Posted: 04 Nov 2015 Print Send a link
Reuters, 2 Nov 2015, Koh Gui Qing, John Shiffman, Jane Wardell: “A Reuters investigation spanning four continents has identified at least 33 radio stations in 14 countries that are part of a global radio web structured in a way that obscures its majority shareholder: state-run China Radio International, or CRI. …
“At WCRW [1190 kHz AM, Leesburg, Virginia], Beijing holds a direct financial interest in the Washington station’s broadcasts. Corporate records in the United States and China show a Beijing-based subsidiary of the Chinese state-owned radio broadcaster owns 60 percent of an American company that leases almost all of the station’s airtime. …
“In some ways, the CRI-backed radio stations fulfill a similar advocacy role to that of the U.S.-run Voice of America. But there is a fundamental difference: VOA openly publishes the fact that it receives U.S. government funding. CRI is using front companies that cloak its role. A few of the programs broadcast in the United States cite reports from CRI, but most don’t. One program, The Beijing Hour, says it is ‘brought to you by China Radio International.’ …
“Zhao [Yinong], whose [GBTimes] media company is based in Finland, spearheads an operation that broadcasts China-friendly programming in Europe on behalf of China Radio International (CRI). But CRI is more than a client of Zhao: A CRI subsidiary owns a 60 percent stake in GBTimes, according to corporate filings. Asked why China is operating abroad through private companies, Zhao said the initial reason was a lack of talent, funding and knowledge of the overseas media market. … Zhao, who spoke with Reuters in an interview last month in Beijing, said there was no difference between his operation and the U.S.-government-funded Voice of America (VOA). When a reporter said that VOA is transparent about its government links, Zhao replied: ‘We’ve never hidden ourselves. There’s nothing to hide.’ …

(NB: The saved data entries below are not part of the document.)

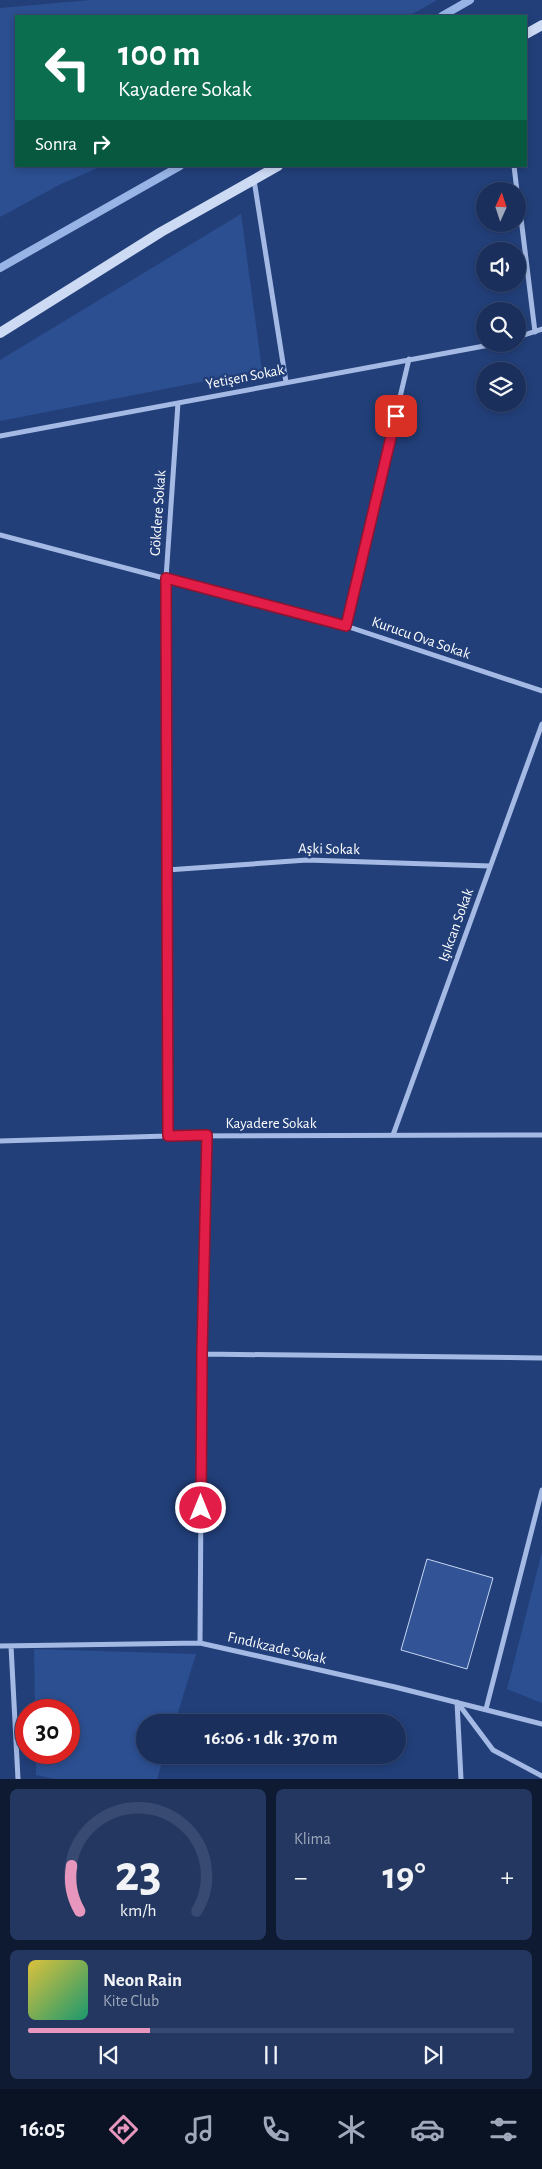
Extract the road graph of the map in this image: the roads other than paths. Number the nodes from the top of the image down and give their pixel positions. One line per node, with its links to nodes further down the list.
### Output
1 (542, 25): 2 (main road)
2 (527, 33)
3 (276, 167): 5 (main road)
4 (514, 167): 6 (street)
5 (254, 179): 10 (main road); 14 (street)
6 (516, 182)
7 (522, 232): 9 (street)
8 (542, 330): 9 (street)
9 (535, 332): 11 (street)
10 (0, 333)
11 (526, 335)
12 (476, 347): 13 (street, Yetişen Sokak)
13 (409, 359): 14 (street, Yetişen Sokak); 19 (street)
14 (286, 382): 15 (street, Yetişen Sokak)
15 (178, 403): 16 (street, Yetişen Sokak); 18 (street, Gökdere Sokak)
16 (0, 436)
17 (0, 535): 18 (street, Kurucu Ova Sokak)
18 (166, 578): 19 (street, Kurucu Ova Sokak); 23 (street, Gökdere Sokak)
19 (346, 626): 20 (street, Kurucu Ova Sokak)
20 (542, 692)
21 (542, 724): 22 (street, Işıkcan Sokak)
22 (490, 866): 23 (street, Aşki Sokak); 25 (street, Işıkcan Sokak)
23 (167, 870): 27 (street, Gökdere Sokak)
24 (207, 1135): 25 (street, Kayadere Sokak); 27 (street, Kayadere Sokak); 29 (street)
25 (393, 1135): 26 (street, Kayadere Sokak)
26 (542, 1135)
27 (168, 1136): 28 (street, Kayadere Sokak)
28 (0, 1141)
29 (202, 1354): 30 (street); 32 (street)
30 (542, 1358)
31 (542, 1490): 36 (street)
32 (200, 1643): 34 (street, Fındıkzade Sokak); 35 (street, Fındıkzade Sokak)
33 (0, 1646): 34 (street, Fındıkzade Sokak)
34 (11, 1646): 39 (street)
35 (457, 1702): 36 (street, Fındıkzade Sokak); 38 (street); 40 (street)
36 (486, 1709): 37 (street, Fındıkzade Sokak)
37 (542, 1724)
38 (542, 1776)
39 (18, 1779)
40 (461, 1779)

“The Justice Department … regulates agents of foreign governments or foreign groups engaging in political activity – defined as people or entities seeking to influence U.S. policy or public opinion. They are required to register with the department under the Foreign Agents Registration Act, or FARA. These people must publicly disclose financial arrangements with foreign governments and affix warning labels to any promotional material distributed inside the United States.”
For a shorter version of this Reuters story, see Voice of America, 2 Nov 2015.
KIM:The best action here would be no action. Propaganda is perfectly capable of failing on its own.
Even by the dismal standards of the AM radio band in the United States, the CRI programming is not very compelling. Most of it is chitchat. When they do news, even a casual listener will notice that its lacks balance and is guided by Chinese policy considerations. WCRW does not show up even as a blip in any of the Washington-area ratings that I have seen.
If programming from government sponsored international broadcasters is banned, because the brokers are determined to be foreign agents, or for whatever reason, this would be a public diplomacy setback for the United States. Detractors could cite this as a loss of freedom in the USA. Washington could no longer point to the fact that Chinese, Russian, and other foreign media content can be disseminated in the United States, while content from U.S. international broadcasting is not allowed on any broadcast outlet inside China, Russia, and other countries.
How far would any enforcement of the Foreign Agents Registration Act affect international media in the United States? Would it be the end of Al Jazeera America, France 24, or even BBC World News on U.S. cable systems? Would it eliminate the advertisements by foreign governments that have appeared for decades in major U.S. newspapers, and more recently on CNN?
The biggest problem that emerges from this Reuters exposé is that it refers to VOA’s “advocacy role,” with no mention of the news that comprises the bulk of VOA’s output. Audiences for international broadcasting do not seek propaganda or advocacy. They seek the objective, balanced news that is absent from their government-controlled domestic media. Do audiences perceive VOA the same way Reuters does?
@JamesCridland, 3 Nov 2015: “almost hysterical reporting about China Radio International”
@martyn_williams, 3 Nov 2015: “Loved the Reuters story on China radio, but no mention that G&E has TV station and CCTV leases time on US stations”
Federal Communications Commission, 2 Nov 2015: “Based on reports, the FCC will initiate an inquiry into the facts surrounding the foreign ownership issues raised in the stories, including whether the Commission’s statutory foreign ownership rules have been violated.”
Radio Free Asia, 3 Nov 2015, Xin Lin: “‘The Chinese government is now expanding its repressive policies of stifling freedom of speech and expression to other countries,’ said Maya Wang, spokeswoman for the New York-based group Human Rights Watch (HRW). ‘Xinhua news agency, China Central Television (CCTV), and the People’s Daily all pay other countries to place their content in influential overseas newspapers,’ Wang said. ‘The Chinese government has had a plan for several years now to extend censored content that supports their point of view through various channels,’ she said.”